** Opening Provided data block **

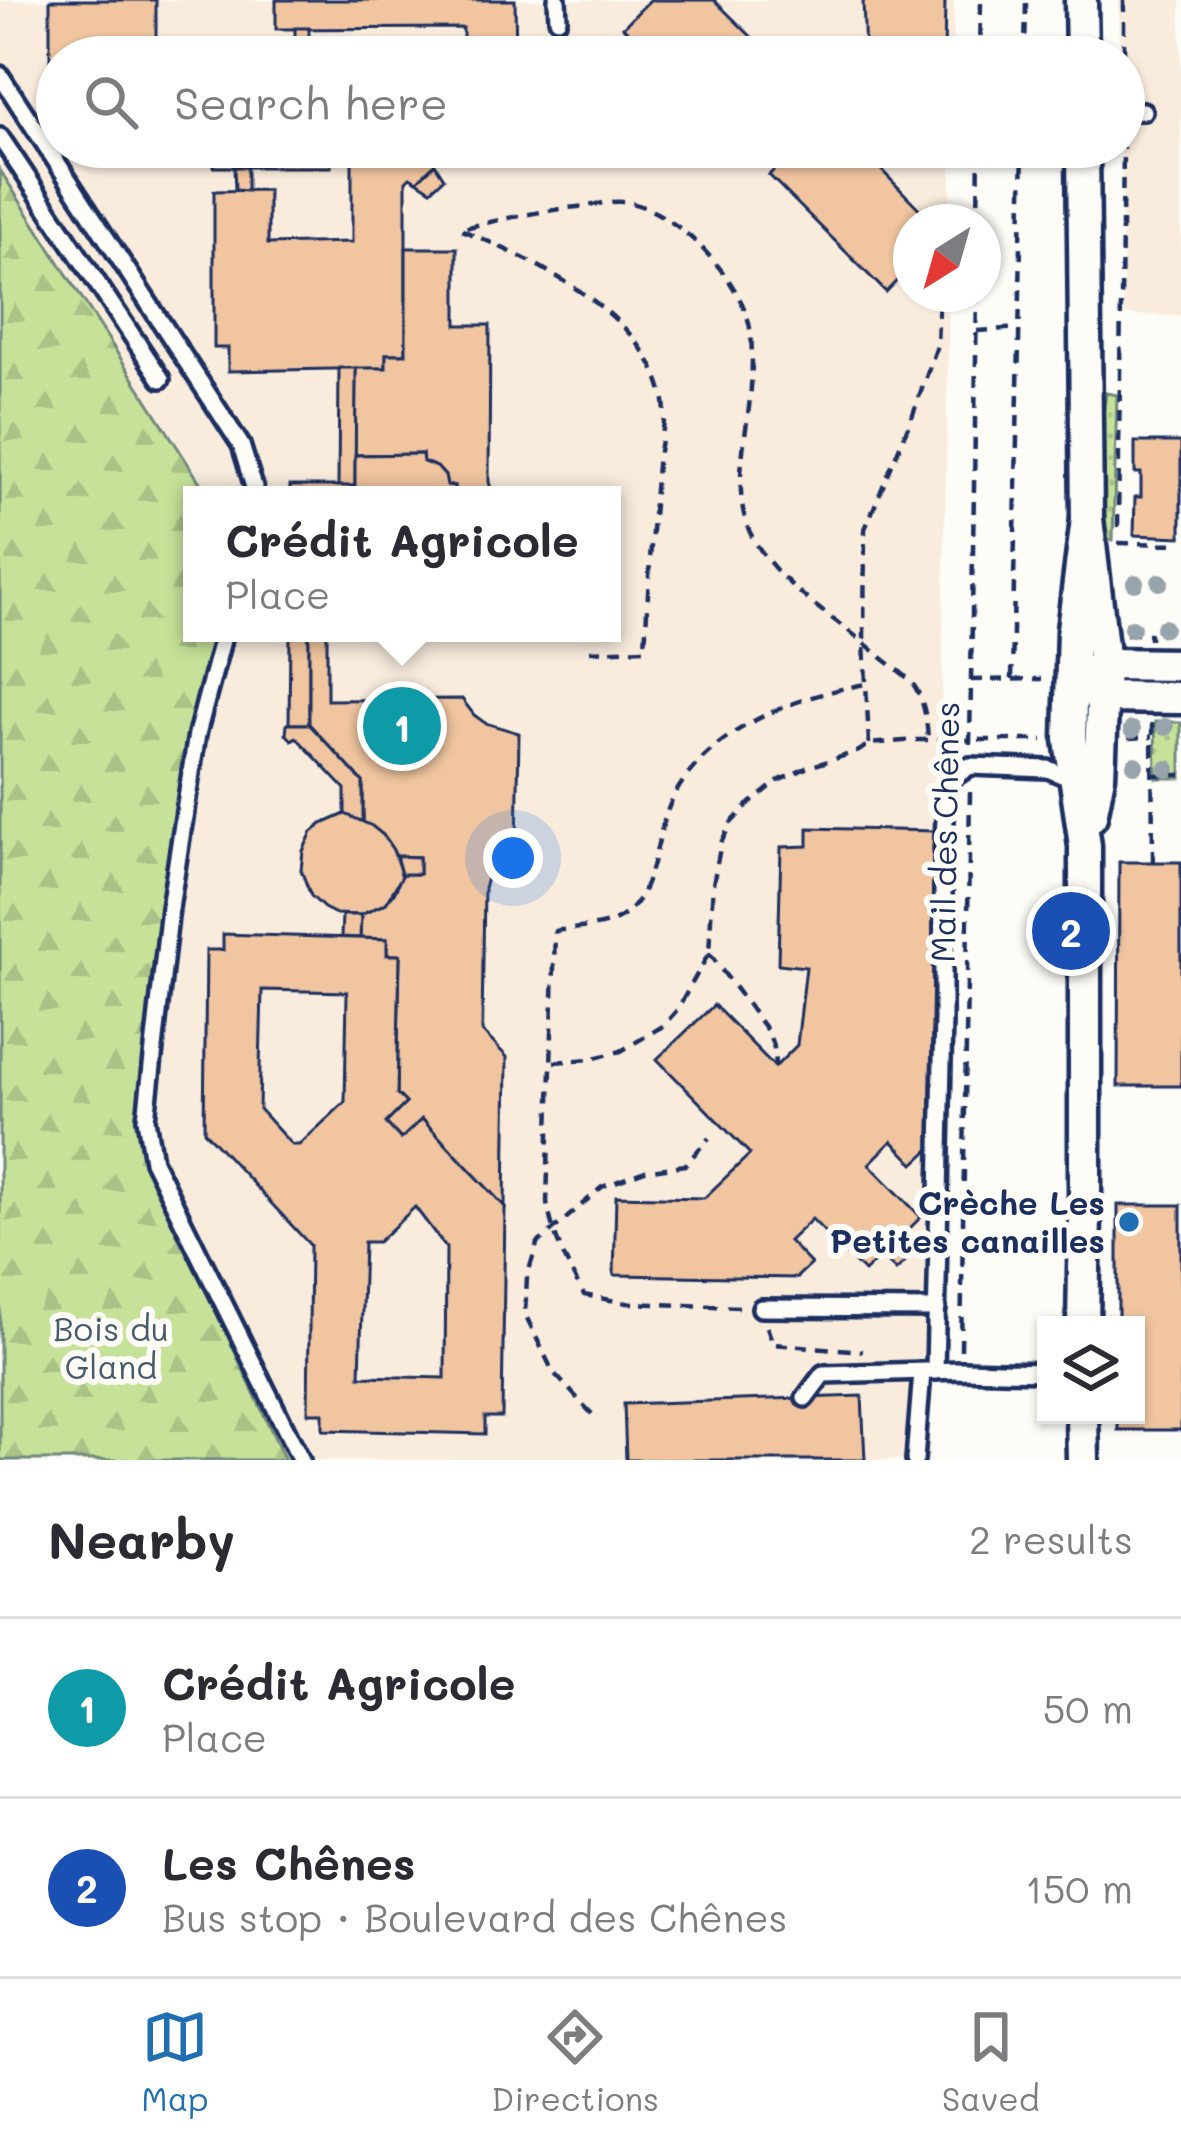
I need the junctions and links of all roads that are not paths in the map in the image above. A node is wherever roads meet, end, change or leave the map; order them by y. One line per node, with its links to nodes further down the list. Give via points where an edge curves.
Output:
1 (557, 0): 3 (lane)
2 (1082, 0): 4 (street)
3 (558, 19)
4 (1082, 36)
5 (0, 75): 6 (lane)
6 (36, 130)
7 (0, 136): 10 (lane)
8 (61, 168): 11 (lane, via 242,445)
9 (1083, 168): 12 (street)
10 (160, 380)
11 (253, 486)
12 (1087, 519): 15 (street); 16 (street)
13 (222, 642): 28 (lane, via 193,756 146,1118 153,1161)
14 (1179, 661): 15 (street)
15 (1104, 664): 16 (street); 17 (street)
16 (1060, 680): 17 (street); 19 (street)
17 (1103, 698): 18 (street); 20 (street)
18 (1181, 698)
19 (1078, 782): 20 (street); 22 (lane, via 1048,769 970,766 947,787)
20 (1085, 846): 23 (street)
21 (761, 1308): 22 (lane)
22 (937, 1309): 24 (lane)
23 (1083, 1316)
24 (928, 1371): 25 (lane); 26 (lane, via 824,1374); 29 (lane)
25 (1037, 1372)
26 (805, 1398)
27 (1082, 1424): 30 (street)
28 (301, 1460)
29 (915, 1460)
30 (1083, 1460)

** Closing Provided data block **

## Requirement
Return all the data exactly, and keep the pictures out.

## Completed task
I need the junctions and links of all roads that are not paths in the map in the image above. A node is wherever roads meet, end, change or leave the map; order them by y. One line per node, with its links to nodes further down the list. Give via points where an edge curves.
Output:
1 (557, 0): 3 (lane)
2 (1082, 0): 4 (street)
3 (558, 19)
4 (1082, 36)
5 (0, 75): 6 (lane)
6 (36, 130)
7 (0, 136): 10 (lane)
8 (61, 168): 11 (lane, via 242,445)
9 (1083, 168): 12 (street)
10 (160, 380)
11 (253, 486)
12 (1087, 519): 15 (street); 16 (street)
13 (222, 642): 28 (lane, via 193,756 146,1118 153,1161)
14 (1179, 661): 15 (street)
15 (1104, 664): 16 (street); 17 (street)
16 (1060, 680): 17 (street); 19 (street)
17 (1103, 698): 18 (street); 20 (street)
18 (1181, 698)
19 (1078, 782): 20 (street); 22 (lane, via 1048,769 970,766 947,787)
20 (1085, 846): 23 (street)
21 (761, 1308): 22 (lane)
22 (937, 1309): 24 (lane)
23 (1083, 1316)
24 (928, 1371): 25 (lane); 26 (lane, via 824,1374); 29 (lane)
25 (1037, 1372)
26 (805, 1398)
27 (1082, 1424): 30 (street)
28 (301, 1460)
29 (915, 1460)
30 (1083, 1460)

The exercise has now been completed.